どうしても一言で言い表さなければならないのであれば、『生きていない』
決して死んでいるわけではないけれど、生きてもいないそんな雰囲気
初めて見るタイプの人
かなり矛盾した事を言っているのはわかっているけれど、それでも一言で言い表すならば、私にはそんな表現しかできない。
灯夜と同じ学校の女子制服を着ているから、高校生なのは分かるけれど、もう分からない。

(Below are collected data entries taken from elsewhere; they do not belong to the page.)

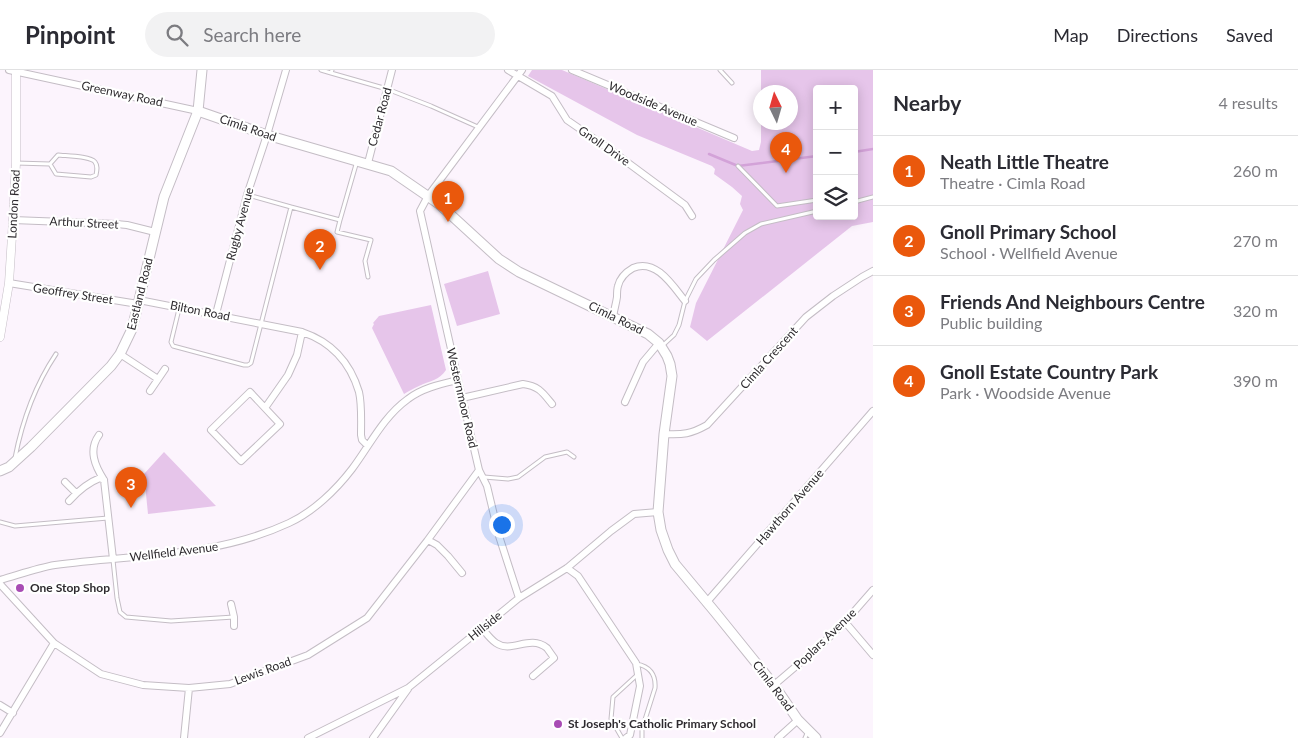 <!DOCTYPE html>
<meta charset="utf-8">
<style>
body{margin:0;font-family:Lato,sans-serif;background:#f2f2f3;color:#2b2b33}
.controls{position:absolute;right:15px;top:15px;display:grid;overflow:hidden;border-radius:5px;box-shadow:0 2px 12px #0003}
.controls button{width:45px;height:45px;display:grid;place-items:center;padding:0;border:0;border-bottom:1px solid #e1e1e2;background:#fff;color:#2b2b33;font:25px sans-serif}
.compass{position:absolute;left:753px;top:15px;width:45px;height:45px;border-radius:50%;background:#fff;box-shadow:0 2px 12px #0003;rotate:355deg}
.you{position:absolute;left:501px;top:454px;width:18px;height:18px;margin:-12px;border:4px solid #fff;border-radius:50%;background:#1a73e8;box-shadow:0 0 0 8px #1a73e833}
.badge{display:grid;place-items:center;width:32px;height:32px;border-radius:50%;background:#ea580c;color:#fff;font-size:16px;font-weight:700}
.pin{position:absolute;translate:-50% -41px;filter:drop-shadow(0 1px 2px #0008)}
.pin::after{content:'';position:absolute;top:26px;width:18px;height:15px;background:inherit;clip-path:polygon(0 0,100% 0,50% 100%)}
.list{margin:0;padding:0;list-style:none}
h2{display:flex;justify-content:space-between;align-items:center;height:65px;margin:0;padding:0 20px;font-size:21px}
h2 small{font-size:16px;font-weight:400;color:#7c7c81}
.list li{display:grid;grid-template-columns:32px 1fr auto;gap:15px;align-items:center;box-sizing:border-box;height:70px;padding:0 20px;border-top:1px solid #e1e1e2}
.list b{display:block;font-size:19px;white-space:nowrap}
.list p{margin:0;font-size:16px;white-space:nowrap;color:#7c7c81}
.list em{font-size:16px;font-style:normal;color:#7c7c81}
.icon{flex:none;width:28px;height:28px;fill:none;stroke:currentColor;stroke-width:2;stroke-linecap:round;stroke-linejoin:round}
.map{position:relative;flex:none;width:873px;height:668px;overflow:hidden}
header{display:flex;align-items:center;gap:30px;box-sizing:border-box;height:70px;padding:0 25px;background:#fff;border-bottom:1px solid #e1e1e2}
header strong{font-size:24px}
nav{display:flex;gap:28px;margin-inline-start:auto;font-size:18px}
.search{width:350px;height:45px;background:#f2f2f3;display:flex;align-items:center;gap:12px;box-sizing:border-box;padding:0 18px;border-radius:28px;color:#7c7c81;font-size:19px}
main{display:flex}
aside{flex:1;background:#fff}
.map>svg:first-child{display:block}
.green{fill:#e6c5ea;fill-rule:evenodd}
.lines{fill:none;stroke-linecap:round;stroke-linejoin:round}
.stream{stroke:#d3a2d8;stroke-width:2.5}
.service-casing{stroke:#c4bdc5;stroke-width:5}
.minor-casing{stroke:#c4bdc5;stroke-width:8}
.tertiary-casing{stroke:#c4bdc5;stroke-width:9}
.secondary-casing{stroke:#c4bdc5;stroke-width:11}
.service{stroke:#fff;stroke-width:3}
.minor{stroke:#fff;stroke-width:6}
.tertiary{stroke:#fff;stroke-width:8}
.secondary{stroke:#fff;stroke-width:9}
.poi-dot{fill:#a84bb4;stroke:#fff;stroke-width:2}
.labels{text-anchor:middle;stroke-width:4.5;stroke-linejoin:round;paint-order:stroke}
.street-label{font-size:12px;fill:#2e2b2f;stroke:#fff}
.poi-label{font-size:12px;font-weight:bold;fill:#2e2b2f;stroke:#fff;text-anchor:start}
</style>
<header>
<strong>Pinpoint</strong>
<div class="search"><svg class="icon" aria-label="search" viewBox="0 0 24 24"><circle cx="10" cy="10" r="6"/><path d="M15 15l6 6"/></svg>Search here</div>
<nav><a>Map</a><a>Directions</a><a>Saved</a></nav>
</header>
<main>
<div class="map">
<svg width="873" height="668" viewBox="0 0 873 668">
<rect width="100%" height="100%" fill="#fcf4fd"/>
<!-- green -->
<path class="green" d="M532,0H562L752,81L759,80L761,72V53L791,52V22H761V0H873V152L852,156L707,271L690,257L696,233L743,140L740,134L742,126L732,117L714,104L715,99L712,96L637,65L528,6ZM817,19H854V146H817Z
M488,201L500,244L457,256L444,214Z
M431,235L446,300C440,310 429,311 419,316C414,318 409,321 404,324L372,258L374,254L373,253L379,246Z
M164,382L216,436L148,444L144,404Z"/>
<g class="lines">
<!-- stream -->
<path class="stream" d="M854,82L873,79
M709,84L738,96L817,86"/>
<!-- service casing -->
<g class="service-casing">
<path id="service" d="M321,0L331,3L332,0
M720,0L732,13
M331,3L387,19L431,36L478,57
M16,93L50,94L58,85C66,86 90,86 95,92C98,96 97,100 96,105L91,107L56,104L50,94
M738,96L777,136L817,130
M854,132L873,127
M291,137L340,150L337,162L371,170L365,191L368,207
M340,150L357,91
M179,239L171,272L173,276L244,295H248L251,293L291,137L248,125
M662,276L674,265L679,255L685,231L696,209L714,190L745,163L761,154L817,141
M15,388C22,352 36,314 56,284
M484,407L508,409L518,407L545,387L567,382L574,387
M0,452L15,456L108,448
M113,490L117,528L120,542L126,547L171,551L234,547
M636,594C650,596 656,605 655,618L642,659V668
M622,668L611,649L613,627L637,605
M805,668L808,661"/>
</g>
<!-- minor casing -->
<g class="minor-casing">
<path id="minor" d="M9,0L198,41
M508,0L552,26L567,50L612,81L685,135L692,146
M572,0L734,68
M368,93L392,0
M13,150L116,154L127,155L155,162
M9,213L138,234
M139,230L302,262C332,272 350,292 359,322C362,335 361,352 361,365L362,370L367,375
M216,244L247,125L267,65L286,0
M613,247C614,240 616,234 617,227C617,223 617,219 618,216C620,208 626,202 633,198C656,188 673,216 685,231
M120,284L158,309
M150,321L165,299
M250,322L280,354L241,391L211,360Z
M462,328L523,314C539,316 543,323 552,334
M625,332L643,292L659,273
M265,338L288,305L297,285L302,262
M664,364C683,365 691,364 707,355L806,247L833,226L862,207L873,201
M99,365C88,380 95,396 104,410L113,489
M65,412L76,423
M69,431C78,421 87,413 100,408L104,410
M428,470L437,475L448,486L462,503
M567,498L578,506L636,593L640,616L630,665L626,668
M0,510C18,505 37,498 55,495C135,484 214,488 289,453C313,442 336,420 352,399C370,375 383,347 408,329C422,318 441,314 458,310
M0,514L54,573L101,604L143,615L189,618L230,614L308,585L367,548L427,471L479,400
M519,528L499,466L487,416L479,400L458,310L420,141L428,126L522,0
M706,533L873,341
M231,534L234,547V556
M845,552L873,585
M482,558C486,563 490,569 496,573C512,584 529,564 547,578C549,581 552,585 554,588L533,606
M774,615L821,575L845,552L873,520
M0,635L13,643
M0,663L54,573
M184,668L189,618
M308,668L408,618L519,528L567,498L611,461L634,444L658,442
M373,668L408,619
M778,668L798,650"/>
</g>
<!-- tertiary casing -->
<g class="tertiary-casing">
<path id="tertiary" d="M0,267L9,213L13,150L16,93V0"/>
</g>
<!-- secondary casing -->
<g class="secondary-casing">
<path id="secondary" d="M198,41L267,65L391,101L439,134L499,189L519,202L648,264L659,273L667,286L670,294L672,306L664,364L658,442L661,460L668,480L675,494L715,542L774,615L798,650L816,668
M0,401L9,397L31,377L111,296L120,284L132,259L164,127L198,41L202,0"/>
</g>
<!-- service -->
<use href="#service" class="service"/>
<!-- minor -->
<use href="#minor" class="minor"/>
<!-- tertiary -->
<use href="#tertiary" class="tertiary"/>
<!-- secondary -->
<use href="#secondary" class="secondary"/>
</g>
<!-- markers -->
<g class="poi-dot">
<circle cx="20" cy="518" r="5"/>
<circle cx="558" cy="654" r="5"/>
</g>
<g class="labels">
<!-- street labels -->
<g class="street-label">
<text transform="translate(122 24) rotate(12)" y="4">Greenway Road</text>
<text transform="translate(653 34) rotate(23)" y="4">Woodside Avenue</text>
<text transform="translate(380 47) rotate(-75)" y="4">Cedar Road</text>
<text transform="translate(248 58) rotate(19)" y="4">Cimla Road</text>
<text transform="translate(604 76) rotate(35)" y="4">Gnoll Drive</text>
<text transform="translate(14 134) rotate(-87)" y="4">London Road</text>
<text transform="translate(84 153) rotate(3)" y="4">Arthur Street</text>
<text transform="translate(240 154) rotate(-75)" y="4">Rugby Avenue</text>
<text transform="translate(73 224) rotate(9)" y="4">Geoffrey Street</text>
<text transform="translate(140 224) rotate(-76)" y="4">Eastland Road</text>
<text transform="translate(200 241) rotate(11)" y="4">Bilton Road</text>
<text transform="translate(616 248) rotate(26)" y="4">Cimla Road</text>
<text transform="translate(769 288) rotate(-48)" y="4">Cimla Crescent</text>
<text transform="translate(462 328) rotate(77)" y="4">Westernmoor Road</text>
<text transform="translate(790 437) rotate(-49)" y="4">Hawthorn Avenue</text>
<text transform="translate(174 482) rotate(-7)" y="4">Wellfield Avenue</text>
<text transform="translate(485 556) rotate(-39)" y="4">Hillside</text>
<text transform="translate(825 569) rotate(-44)" y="4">Poplars Avenue</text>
<text transform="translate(263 601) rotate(-20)" y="4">Lewis Road</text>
<text transform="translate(773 616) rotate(53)" y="4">Cimla Road</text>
</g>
<!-- poi labels -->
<g class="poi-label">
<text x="30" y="522">One Stop Shop</text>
<text x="568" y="658">St Joseph's Catholic Primary School</text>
</g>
</g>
</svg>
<div class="controls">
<button>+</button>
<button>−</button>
<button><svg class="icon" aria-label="layers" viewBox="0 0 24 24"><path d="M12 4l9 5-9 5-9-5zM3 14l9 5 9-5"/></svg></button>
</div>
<svg class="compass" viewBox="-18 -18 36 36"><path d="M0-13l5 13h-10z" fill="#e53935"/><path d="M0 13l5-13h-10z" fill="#7c7c81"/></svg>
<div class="you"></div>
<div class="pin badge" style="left:448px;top:152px">1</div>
<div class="pin badge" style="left:320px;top:200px">2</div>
<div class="pin badge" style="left:131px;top:438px">3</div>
<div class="pin badge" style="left:786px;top:103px">4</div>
</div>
<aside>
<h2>Nearby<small>4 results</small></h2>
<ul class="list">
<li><span class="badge">1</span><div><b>Neath Little Theatre</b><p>Theatre · Cimla Road</p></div><em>260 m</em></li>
<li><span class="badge">2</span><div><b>Gnoll Primary School</b><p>School · Wellfield Avenue</p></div><em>270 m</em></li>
<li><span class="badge">3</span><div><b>Friends And Neighbours Centre</b><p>Public building</p></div><em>320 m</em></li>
<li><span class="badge">4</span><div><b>Gnoll Estate Country Park</b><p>Park · Woodside Avenue</p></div><em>390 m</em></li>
</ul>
</aside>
</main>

「嫌だなー 美月先輩 また私の事忘れたんですか みんな忘れっぽいなー」
「いつか会った事あったっけ? 私馬鹿だからすぐに忘れちゃうんだよ ごめんね」
「ははー ミヤじゃなくて みのりですよ 先輩にはこっちの方がわかりやすいかな」
みのり・・・ 全然分からない
私にはこんな生気を感じさせない知り合いはいない
こんな真黒な知り合いはいない
色のないこの世界でもはっきりと分かる黒
黒とは言っても、髪とか雰囲気とか、ん? 爪も黒いな マニキュアか
高校生がマニキュアなんか塗って 学校で怒られないのかな
不良なのかな 真面目そうに見えるけれどもしかしてレディースヤンキーとか
そんな髪や雰囲気、爪とは対照的に真白な肌
そんなはっきりとした白黒が、私には生気を感じさせないのかもしれない
まぁ人それぞれだから、そんな失礼な事人にはいえないけれど
みのりは後ろで手を組みながら、少し前屈みになるような姿勢をして、コツコツと履いているローファーの踵を神社の石畳に打ちつけている
緊張からか美月は下唇を少し噛む様な仕草をしながら無言で、みのりが打ちつけているローファーの踵を目で追っていた。
「単刀直入に言います」
みのりが急に話し出したモンだから美月は少し驚いた様子で右足を一歩下げた
みのりは、美月のそんな同様は全く気にも留めずに続ける
「美月先輩は死んでみて、今はどんな気持ちですか」
「はぇ?」
唐突もない事を聞かれた
全く意味が分からない
急に変な事を聞かれたもんだから、びっくりして声が裏返ってしまった。
私は今こうして生きているんだから死んでなんかいない
死んでるのは自分じゃないのかとも思ったが、どっちも死んでなんかない
私もみのりちゃんも今こうして会話しているんだから。
「何言ってんのみのりちゃん 私は死んでないよ」
「いえ、美月先輩は死んでいます」
「何をわけの分からない事を言ってんのかな」
「あれー そのままの事を言っただけなんだけれどな」
無表情のままみのりは困った風な事を言って、額に右手を当てながら続ける
「ごめんなさい 忘れてください」
訳もわからずに惚け突っ立っている美月の小さい左の胸を、みのりはギュッと握り、そんな言葉を残し森の方へと姿を消した。